# Work item
Which lines of the entries contain the word "this"? Please list them.

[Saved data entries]
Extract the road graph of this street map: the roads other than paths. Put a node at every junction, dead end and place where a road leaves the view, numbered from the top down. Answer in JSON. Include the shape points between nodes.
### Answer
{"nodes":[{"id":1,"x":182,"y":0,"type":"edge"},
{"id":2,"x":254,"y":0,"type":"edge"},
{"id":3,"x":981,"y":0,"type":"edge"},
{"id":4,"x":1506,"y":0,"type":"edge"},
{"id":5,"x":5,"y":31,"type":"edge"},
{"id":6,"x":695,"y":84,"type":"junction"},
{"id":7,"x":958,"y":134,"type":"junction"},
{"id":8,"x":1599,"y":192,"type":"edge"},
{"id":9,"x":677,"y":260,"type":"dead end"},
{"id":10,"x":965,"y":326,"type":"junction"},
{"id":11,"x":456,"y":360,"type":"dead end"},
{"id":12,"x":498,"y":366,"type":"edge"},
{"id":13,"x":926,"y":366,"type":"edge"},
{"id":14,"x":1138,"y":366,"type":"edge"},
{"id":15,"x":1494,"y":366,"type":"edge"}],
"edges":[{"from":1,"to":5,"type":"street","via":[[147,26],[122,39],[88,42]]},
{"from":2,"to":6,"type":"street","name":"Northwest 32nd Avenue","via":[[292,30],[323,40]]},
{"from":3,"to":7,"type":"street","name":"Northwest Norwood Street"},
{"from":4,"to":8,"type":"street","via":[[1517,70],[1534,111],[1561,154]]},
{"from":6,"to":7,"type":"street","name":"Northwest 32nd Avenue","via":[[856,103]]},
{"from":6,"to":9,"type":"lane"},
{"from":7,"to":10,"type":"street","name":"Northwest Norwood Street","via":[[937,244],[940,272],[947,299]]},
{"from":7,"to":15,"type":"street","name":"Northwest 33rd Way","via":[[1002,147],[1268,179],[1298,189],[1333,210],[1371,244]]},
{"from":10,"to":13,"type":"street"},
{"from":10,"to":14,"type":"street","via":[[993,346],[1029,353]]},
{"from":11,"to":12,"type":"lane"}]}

---

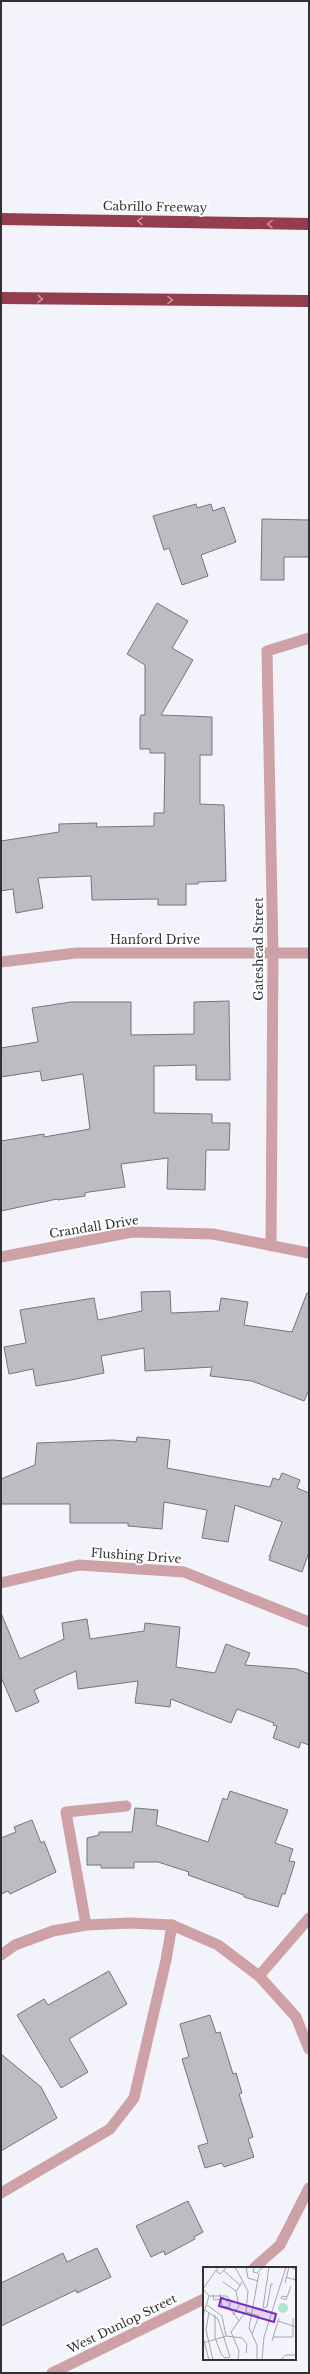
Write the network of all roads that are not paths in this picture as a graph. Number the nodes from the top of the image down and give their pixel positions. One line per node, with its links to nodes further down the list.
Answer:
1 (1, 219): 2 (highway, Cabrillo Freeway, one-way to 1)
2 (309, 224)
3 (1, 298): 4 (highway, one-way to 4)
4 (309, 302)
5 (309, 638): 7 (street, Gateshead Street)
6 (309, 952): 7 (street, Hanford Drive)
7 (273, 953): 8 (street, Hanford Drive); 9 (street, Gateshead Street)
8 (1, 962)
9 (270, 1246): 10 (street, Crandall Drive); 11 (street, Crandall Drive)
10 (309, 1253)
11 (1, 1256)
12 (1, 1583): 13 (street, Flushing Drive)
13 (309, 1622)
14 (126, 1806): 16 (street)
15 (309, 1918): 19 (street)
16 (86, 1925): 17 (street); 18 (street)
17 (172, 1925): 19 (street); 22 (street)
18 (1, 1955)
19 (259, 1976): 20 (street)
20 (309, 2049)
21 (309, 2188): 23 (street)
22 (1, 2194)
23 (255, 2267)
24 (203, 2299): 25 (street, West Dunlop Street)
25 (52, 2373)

# Response area
Extract the road graph of this street map: the roads other than paths. Put a node at every junction, dead end and place where a road leaves the view, numbered from the top down. Answer in JSON. Include the shape points between nodes.
Write the network of all roads that are not paths in this picture as a graph. Number the nodes from the top of the image down and give their pixel positions. One line per node, with its links to nodes further down the list.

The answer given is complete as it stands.